The Board’s predecessor agreed in part with the FOR ruling that deputies working in the patrol and court security divisions could be included in the bargaining unit and that deputies working in the corrections division should be excluded. The FOP appealed the decision to allow deputies in the court security division to be included in the bargaining unit, but this court affirmed the determination that deputies in the court security division were “peace officers” under the Act. See Fraternal Order of Police, Lodge No. 109 v. Illinois Labor Relations Board, 189 Ill. App. 3d 914 (1989).
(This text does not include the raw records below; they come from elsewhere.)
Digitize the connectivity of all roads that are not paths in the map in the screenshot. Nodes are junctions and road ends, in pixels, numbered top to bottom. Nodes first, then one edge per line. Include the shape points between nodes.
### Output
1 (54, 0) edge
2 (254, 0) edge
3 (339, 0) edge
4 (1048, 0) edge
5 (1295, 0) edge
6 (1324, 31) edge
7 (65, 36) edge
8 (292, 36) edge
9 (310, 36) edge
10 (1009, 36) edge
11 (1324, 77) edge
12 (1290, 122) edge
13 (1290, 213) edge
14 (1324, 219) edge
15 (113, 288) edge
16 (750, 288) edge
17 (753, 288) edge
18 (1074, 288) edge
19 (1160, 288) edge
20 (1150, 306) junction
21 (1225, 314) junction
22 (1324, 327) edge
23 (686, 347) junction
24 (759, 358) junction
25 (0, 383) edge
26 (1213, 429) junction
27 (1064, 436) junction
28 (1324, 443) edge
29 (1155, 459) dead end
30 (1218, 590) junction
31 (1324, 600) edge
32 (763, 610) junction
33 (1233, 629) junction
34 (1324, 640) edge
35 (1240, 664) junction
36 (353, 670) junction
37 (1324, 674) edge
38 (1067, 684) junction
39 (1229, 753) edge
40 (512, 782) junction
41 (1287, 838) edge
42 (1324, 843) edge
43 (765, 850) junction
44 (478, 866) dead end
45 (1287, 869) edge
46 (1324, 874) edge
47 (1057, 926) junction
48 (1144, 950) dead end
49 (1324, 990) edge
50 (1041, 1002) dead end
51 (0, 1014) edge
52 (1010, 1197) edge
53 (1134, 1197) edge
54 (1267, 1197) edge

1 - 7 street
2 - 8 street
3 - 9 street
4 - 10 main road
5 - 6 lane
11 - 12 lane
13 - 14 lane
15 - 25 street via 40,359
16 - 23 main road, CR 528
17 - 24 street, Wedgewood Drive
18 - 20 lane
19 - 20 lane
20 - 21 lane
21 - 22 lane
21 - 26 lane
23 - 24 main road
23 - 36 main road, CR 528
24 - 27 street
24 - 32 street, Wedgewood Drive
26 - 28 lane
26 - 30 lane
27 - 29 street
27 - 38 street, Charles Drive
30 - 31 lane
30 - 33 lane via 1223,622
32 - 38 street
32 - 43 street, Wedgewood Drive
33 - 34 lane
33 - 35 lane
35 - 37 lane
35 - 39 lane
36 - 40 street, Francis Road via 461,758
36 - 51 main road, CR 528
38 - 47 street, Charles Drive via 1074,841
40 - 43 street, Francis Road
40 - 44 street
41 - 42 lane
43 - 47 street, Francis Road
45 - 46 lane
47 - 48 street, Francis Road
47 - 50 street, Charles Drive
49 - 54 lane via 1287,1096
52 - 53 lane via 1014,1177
Ultimately, however, the deputies rejected representation by the FOR and the decision as to who should be included in the bargaining unit was rendered moot.

The County and the Sheriff also appealed the decision of the predecessor to the Board. We dismissed the appeal, however, reasoning that, because the FOP’s attempt to organize the Sheriffs deputies had been rebuffed and its representation petition dismissed by the predecessor to the Board, there was nothing for the County and the Sheriff to appeal. See County of Du Page v. Fraternal Order of Police, Lodge No. 109, 183 Ill. App. 3d 1027 (1989). We also held that the decision of the predecessor to the Board would not act as res judicata against the County or the Sheriff in subsequent decisions. County of Du Page, 183 Ill. App. 3d at 1034.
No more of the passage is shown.